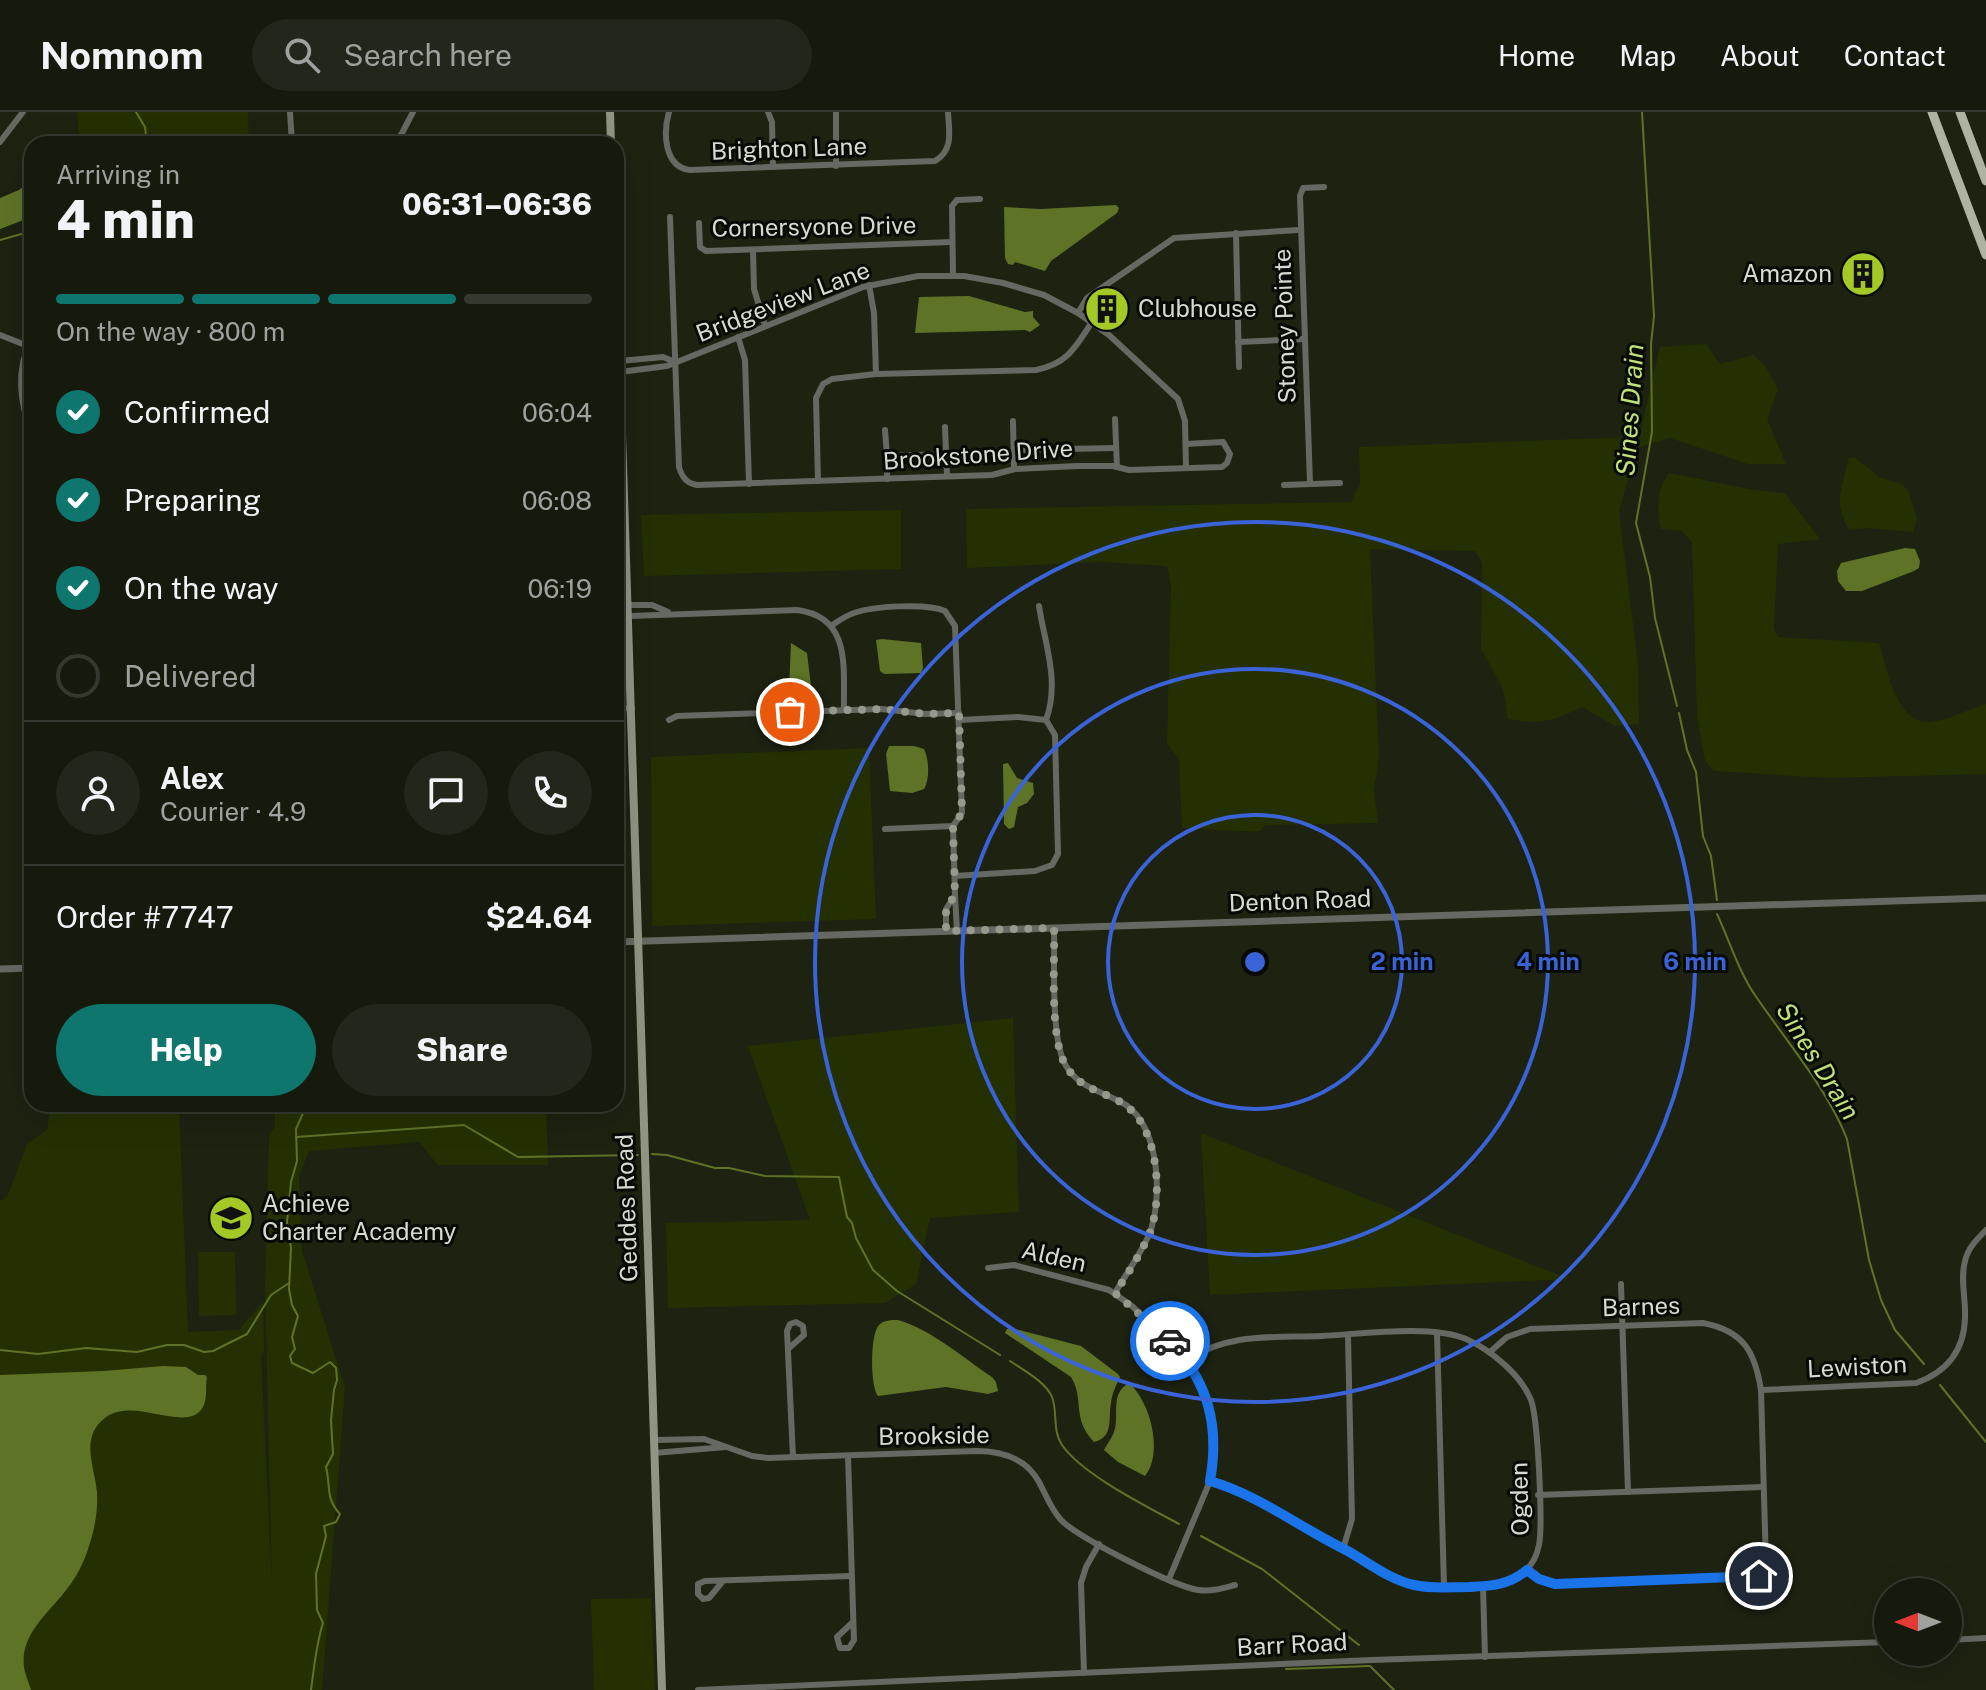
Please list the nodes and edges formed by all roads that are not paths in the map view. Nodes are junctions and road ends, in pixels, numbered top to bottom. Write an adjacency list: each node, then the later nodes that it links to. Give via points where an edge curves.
1 (23, 112): 14 (street)
2 (290, 112): 11 (street)
3 (413, 112): 12 (street)
4 (610, 112): 13 (main road)
5 (669, 112): 16 (street, Brighton Lane, via 668,154 682,169)
6 (768, 112): 16 (street)
7 (836, 112): 15 (street)
8 (948, 112): 15 (street, Brighton Lane, via 950,141 943,155 928,162)
9 (1932, 112): 26 (main road)
10 (1960, 112): 17 (main road)
11 (292, 136)
12 (401, 136)
13 (611, 136)
14 (0, 142)
15 (836, 166): 16 (street, Brighton Lane)
16 (773, 167)
17 (1986, 181)
18 (1324, 187): 22 (street, Stoney Pointe, via 1303,188)
19 (980, 199): 24 (street, via 954,202)
20 (670, 217): 39 (street)
21 (699, 223): 25 (street, Cornersyone Drive, via 703,250)
22 (1299, 230): 23 (street); 34 (street, Stoney Pointe)
23 (1236, 233): 29 (street, via 1167,241 1087,298); 35 (street)
24 (952, 242): 25 (street, Cornersyone Drive); 27 (street)
25 (753, 250): 31 (street, via 754,289)
26 (1986, 255)
27 (953, 275): 28 (street, Bridgeview Lane); 29 (street, Bridgeview Lane, via 1044,295)
28 (869, 285): 31 (street, Bridgeview Lane); 42 (street)
29 (1078, 313): 30 (street, Bridgeview Lane)
30 (1092, 322): 42 (street, via 1072,352 1050,367); 48 (street, Bridgeview Lane, via 1172,390 1183,409)
31 (765, 325): 33 (street, Bridgeview Lane)
32 (0, 335): 36 (street)
33 (738, 337): 39 (street, Bridgeview Lane); 62 (street, via 745,360)
34 (1304, 339): 35 (street); 60 (street, Stoney Pointe)
35 (1238, 342): 40 (street)
36 (24, 344)
37 (24, 357): 43 (street)
38 (624, 361): 39 (street, Bridgeview Lane, via 663,357)
39 (675, 362): 41 (street, Bridgeview Lane); 62 (street, Brookstone Drive, via 679,467 685,479 693,485)
40 (1239, 367)
41 (624, 371)
42 (876, 374): 59 (street, via 836,377 818,393)
43 (24, 414)
44 (1115, 419): 49 (street)
45 (1013, 421): 50 (street)
46 (945, 427): 51 (street)
47 (885, 430): 52 (street)
48 (1186, 444): 54 (street, Bridgeview Lane); 54 (street, Brookstone Drive, via 1223,442 1230,454 1222,467)
49 (1116, 448): 50 (street); 53 (street)
50 (1014, 450): 55 (street)
51 (946, 454): 52 (street); 57 (street)
52 (887, 456): 58 (street)
53 (1117, 467): 54 (street, Brookstone Drive); 55 (street, Brookstone Drive)
54 (1186, 468)
55 (1014, 469): 57 (street, Brookstone Drive)
56 (624, 476): 64 (main road, Geddes Road)
57 (947, 476): 58 (street, Brookstone Drive)
58 (887, 479): 59 (street, Brookstone Drive)
59 (818, 481): 62 (street, Brookstone Drive)
60 (1310, 483): 61 (street); 63 (street)
61 (1340, 483)
62 (749, 484)
63 (1284, 485)
64 (629, 605): 66 (street, via 652,605); 67 (main road, Geddes Road)
65 (1039, 606): 74 (street, via 1054,685)
66 (672, 614): 67 (street); 68 (street, via 797,610 815,614)
67 (630, 616): 70 (main road, Geddes Road)
68 (831, 626): 71 (street, via 842,650); 72 (street, via 864,610 945,611 955,626)
69 (624, 708): 70 (street)
70 (632, 708): 83 (main road, Geddes Road)
71 (844, 710): 72 (street); 73 (street)
72 (959, 717): 74 (street); 75 (street, via 962,813)
73 (669, 720)
74 (1046, 720): 77 (street, via 1055,735 1056,859 1035,871)
75 (953, 826): 76 (street); 77 (street)
76 (885, 829)
77 (955, 876): 78 (street)
78 (955, 895): 81 (street, via 946,909); 82 (street)
79 (1986, 898): 80 (street, Denton Road)
80 (1054, 928): 82 (street, Denton Road); 90 (street, via 1061,1056 1083,1086 1140,1118 1154,1153 1152,1225)
81 (946, 931): 82 (street, Denton Road); 83 (street, Denton Road)
82 (957, 931)
83 (637, 941): 84 (street, Denton Road); 98 (main road, Geddes Road)
84 (624, 942)
85 (24, 968): 86 (street)
86 (0, 969)
87 (1986, 1230): 97 (street, Lewiston, via 1965,1259 1960,1345 1937,1374 1916,1383)
88 (988, 1268): 90 (street, Alden, via 1014,1265)
89 (1621, 1284): 91 (street)
90 (1115, 1293): 96 (street, Alden)
91 (1622, 1325): 95 (street, Barnes, via 1524,1330); 97 (street, Barnes, via 1703,1323 1725,1329 1754,1356); 105 (street)
92 (1437, 1333): 93 (street); 95 (street, via 1464,1338); 115 (street)
93 (1348, 1336): 96 (street, via 1229,1340); 108 (street, via 1352,1519)
94 (789, 1348): 102 (street)
95 (1490, 1352): 106 (street, Ogden, via 1532,1402)
96 (1188, 1360): 103 (street, Alden, via 1205,1393 1213,1426)
97 (1761, 1390): 104 (street, Barnes)
98 (654, 1440): 99 (street, Brookside, via 704,1439); 100 (main road, Geddes Road)
99 (728, 1447): 100 (street, Brookside); 102 (street, Brookside, via 761,1458)
100 (654, 1453): 122 (main road, Geddes Road)
101 (848, 1456): 102 (street, Brookside); 107 (street, Brookside, via 1001,1453 1029,1468 1061,1520); 110 (street)
102 (793, 1457)
103 (1210, 1481): 108 (street, Ogden, via 1265,1503); 111 (street, Alden)
104 (1763, 1487): 105 (street); 109 (street, Barnes, via 1766,1565 1759,1576 1555,1584)
105 (1628, 1492): 106 (street)
106 (1538, 1495): 109 (street, Ogden, via 1539,1543)
107 (1099, 1544): 111 (street, Brookside); 121 (street, via 1081,1583)
108 (1343, 1549): 115 (street, Ogden, via 1403,1582)
109 (1527, 1570): 114 (street, Ogden, via 1510,1582)
110 (851, 1576): 112 (street); 116 (street)
111 (1169, 1579): 113 (street, Brookside, via 1196,1590)
112 (723, 1581)
113 (1235, 1585)
114 (1483, 1586): 115 (street, Ogden); 120 (street)
115 (1444, 1587)
116 (853, 1622)
117 (1986, 1638): 118 (street)
118 (1962, 1639)
119 (1874, 1643): 120 (street, Barr Road)
120 (1485, 1657): 121 (street, Barr Road)
121 (1084, 1673): 123 (street, Barr Road)
122 (662, 1690)
123 (698, 1690)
══════════════════════════════
_EXERCISE BRIEF:_
An answer is complete only when it holds every line above containing the string "Alden".

_THE COMPLETED TASK:_
88 (988, 1268): 90 (street, Alden, via 1014,1265)
90 (1115, 1293): 96 (street, Alden)
96 (1188, 1360): 103 (street, Alden, via 1205,1393 1213,1426)
103 (1210, 1481): 108 (street, Ogden, via 1265,1503); 111 (street, Alden)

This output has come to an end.